=== Section Start ===

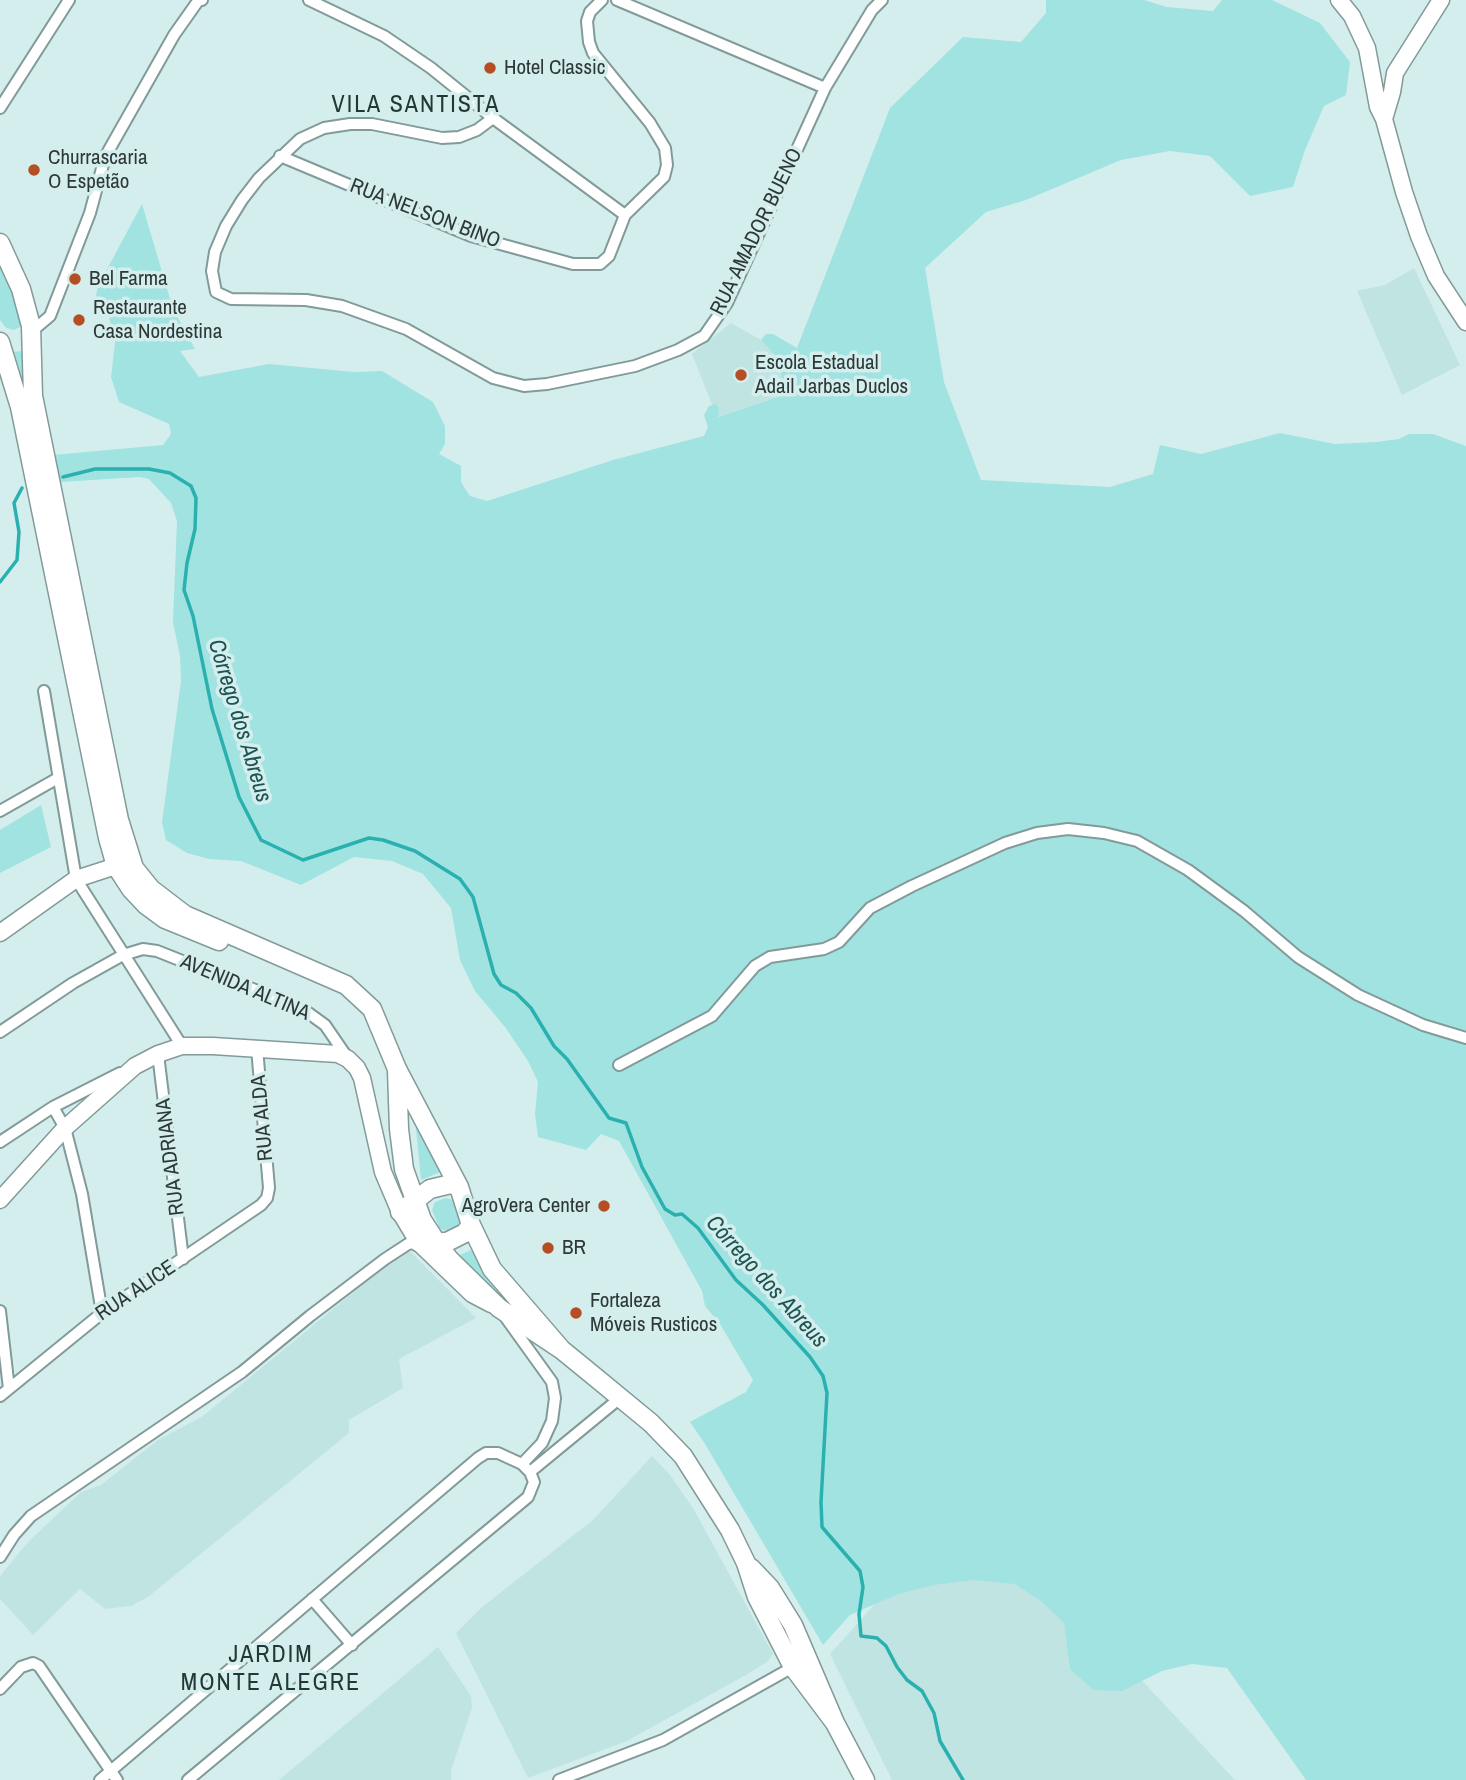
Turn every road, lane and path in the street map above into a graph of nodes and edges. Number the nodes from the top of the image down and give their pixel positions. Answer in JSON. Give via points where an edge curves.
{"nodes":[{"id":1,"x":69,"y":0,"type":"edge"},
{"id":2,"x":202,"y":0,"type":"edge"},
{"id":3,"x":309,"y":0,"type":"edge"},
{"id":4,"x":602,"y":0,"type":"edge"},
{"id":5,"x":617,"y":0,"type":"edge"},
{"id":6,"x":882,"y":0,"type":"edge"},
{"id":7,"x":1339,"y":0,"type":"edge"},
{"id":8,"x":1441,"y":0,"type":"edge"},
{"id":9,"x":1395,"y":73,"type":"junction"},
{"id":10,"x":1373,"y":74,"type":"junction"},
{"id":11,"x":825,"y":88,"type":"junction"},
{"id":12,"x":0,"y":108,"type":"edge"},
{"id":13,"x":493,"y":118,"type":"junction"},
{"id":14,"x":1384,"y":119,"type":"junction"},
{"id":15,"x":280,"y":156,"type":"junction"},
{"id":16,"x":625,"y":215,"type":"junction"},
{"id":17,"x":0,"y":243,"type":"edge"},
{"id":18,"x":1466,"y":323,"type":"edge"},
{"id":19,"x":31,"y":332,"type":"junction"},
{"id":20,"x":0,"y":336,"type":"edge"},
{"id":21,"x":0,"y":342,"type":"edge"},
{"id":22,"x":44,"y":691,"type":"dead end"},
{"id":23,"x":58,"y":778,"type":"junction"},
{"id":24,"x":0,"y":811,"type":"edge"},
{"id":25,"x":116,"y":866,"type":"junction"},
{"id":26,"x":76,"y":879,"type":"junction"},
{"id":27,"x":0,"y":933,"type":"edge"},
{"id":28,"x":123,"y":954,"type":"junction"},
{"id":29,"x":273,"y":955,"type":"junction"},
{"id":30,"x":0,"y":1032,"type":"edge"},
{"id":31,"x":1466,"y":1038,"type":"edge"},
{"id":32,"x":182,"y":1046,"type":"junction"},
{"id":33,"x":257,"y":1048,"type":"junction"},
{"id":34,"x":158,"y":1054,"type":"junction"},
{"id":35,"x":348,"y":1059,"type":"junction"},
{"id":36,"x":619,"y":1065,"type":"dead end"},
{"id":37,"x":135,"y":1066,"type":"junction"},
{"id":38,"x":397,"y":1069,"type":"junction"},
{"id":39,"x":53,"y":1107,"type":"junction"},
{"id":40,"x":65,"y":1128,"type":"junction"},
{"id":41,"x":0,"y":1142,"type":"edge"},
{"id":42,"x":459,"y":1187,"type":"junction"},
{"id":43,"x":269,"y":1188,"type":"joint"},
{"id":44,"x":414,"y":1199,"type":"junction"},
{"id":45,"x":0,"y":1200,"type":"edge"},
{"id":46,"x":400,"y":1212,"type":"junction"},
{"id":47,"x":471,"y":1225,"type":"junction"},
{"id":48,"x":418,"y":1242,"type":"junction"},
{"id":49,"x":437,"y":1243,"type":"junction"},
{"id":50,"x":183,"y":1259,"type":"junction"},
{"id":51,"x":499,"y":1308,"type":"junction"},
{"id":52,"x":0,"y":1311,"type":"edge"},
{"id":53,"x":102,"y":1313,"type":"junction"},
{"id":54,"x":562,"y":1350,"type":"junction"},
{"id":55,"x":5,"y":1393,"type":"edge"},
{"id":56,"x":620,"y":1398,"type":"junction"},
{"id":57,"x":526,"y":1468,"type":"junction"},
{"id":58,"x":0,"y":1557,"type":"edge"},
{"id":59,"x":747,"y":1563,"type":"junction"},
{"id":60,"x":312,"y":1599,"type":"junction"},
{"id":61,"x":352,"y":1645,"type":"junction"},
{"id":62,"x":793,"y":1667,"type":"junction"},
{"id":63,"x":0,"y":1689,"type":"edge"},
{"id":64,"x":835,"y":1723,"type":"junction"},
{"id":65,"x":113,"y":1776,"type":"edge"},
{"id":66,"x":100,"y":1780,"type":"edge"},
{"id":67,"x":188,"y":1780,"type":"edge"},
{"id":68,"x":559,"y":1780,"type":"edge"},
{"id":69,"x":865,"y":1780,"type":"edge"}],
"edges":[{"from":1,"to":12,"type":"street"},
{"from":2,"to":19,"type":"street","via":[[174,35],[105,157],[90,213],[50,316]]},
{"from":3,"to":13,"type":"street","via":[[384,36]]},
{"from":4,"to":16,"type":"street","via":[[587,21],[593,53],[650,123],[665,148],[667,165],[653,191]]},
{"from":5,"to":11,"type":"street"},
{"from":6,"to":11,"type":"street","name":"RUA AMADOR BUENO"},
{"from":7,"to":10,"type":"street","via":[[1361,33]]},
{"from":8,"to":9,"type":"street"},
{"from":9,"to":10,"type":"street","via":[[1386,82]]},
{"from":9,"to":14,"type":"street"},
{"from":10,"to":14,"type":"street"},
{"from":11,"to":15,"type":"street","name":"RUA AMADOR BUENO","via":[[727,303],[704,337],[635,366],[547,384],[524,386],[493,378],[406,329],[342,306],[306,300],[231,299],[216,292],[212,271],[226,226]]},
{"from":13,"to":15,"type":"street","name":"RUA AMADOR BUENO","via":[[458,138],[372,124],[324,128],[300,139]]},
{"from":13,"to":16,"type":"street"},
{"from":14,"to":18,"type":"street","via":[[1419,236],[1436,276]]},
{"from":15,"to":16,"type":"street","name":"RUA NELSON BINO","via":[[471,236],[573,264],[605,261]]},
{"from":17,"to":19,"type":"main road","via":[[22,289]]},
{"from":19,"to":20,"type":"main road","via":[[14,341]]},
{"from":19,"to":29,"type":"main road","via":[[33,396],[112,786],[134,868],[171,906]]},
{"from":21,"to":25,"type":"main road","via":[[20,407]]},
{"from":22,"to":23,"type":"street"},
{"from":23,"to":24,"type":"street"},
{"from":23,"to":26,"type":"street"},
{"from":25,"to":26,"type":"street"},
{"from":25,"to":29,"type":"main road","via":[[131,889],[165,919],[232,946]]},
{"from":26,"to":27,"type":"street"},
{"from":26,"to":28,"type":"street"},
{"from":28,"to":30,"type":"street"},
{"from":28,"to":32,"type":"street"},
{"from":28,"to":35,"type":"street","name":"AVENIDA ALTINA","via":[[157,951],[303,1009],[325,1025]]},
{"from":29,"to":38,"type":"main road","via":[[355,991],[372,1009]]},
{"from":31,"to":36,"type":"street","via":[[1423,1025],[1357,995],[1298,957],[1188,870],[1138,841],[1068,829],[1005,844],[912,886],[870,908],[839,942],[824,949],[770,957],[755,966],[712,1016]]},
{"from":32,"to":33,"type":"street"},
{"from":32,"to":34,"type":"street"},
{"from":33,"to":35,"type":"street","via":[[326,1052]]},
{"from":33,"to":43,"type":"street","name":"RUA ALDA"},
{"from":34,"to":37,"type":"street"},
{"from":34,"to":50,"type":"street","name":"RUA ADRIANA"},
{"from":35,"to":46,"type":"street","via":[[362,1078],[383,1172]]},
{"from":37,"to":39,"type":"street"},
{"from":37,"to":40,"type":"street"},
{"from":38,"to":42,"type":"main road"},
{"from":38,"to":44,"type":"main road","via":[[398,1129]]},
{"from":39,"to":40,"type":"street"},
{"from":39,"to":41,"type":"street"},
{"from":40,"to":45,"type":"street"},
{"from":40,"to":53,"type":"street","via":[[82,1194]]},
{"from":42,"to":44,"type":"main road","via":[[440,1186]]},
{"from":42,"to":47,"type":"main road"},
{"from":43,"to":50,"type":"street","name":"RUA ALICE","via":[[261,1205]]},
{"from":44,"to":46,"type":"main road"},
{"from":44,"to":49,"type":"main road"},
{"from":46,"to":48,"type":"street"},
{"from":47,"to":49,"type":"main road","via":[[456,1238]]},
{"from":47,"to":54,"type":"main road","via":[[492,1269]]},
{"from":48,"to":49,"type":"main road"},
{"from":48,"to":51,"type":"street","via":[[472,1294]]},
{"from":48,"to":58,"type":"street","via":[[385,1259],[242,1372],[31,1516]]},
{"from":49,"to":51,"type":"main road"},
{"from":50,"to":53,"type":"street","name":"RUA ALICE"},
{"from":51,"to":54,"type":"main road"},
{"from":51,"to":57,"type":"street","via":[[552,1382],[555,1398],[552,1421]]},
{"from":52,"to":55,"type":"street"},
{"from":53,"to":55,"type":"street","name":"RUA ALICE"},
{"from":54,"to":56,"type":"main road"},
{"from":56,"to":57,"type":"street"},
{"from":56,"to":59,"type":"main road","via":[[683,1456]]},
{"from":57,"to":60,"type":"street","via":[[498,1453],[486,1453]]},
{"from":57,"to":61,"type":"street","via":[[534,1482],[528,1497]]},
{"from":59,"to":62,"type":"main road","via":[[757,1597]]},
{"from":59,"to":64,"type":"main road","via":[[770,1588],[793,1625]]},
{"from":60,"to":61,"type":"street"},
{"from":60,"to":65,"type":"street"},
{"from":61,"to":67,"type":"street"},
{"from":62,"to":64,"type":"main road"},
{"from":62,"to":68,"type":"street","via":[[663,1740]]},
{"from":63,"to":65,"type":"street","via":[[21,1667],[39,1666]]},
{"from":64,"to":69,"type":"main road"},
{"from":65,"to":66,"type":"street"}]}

=== Section End ===

## Task brief:
Find each line in the records above that contains "ALICE", and copy it.

## Answer:
{"from":43,"to":50,"type":"street","name":"RUA ALICE","via":[[261,1205]]},
{"from":50,"to":53,"type":"street","name":"RUA ALICE"},
{"from":53,"to":55,"type":"street","name":"RUA ALICE"},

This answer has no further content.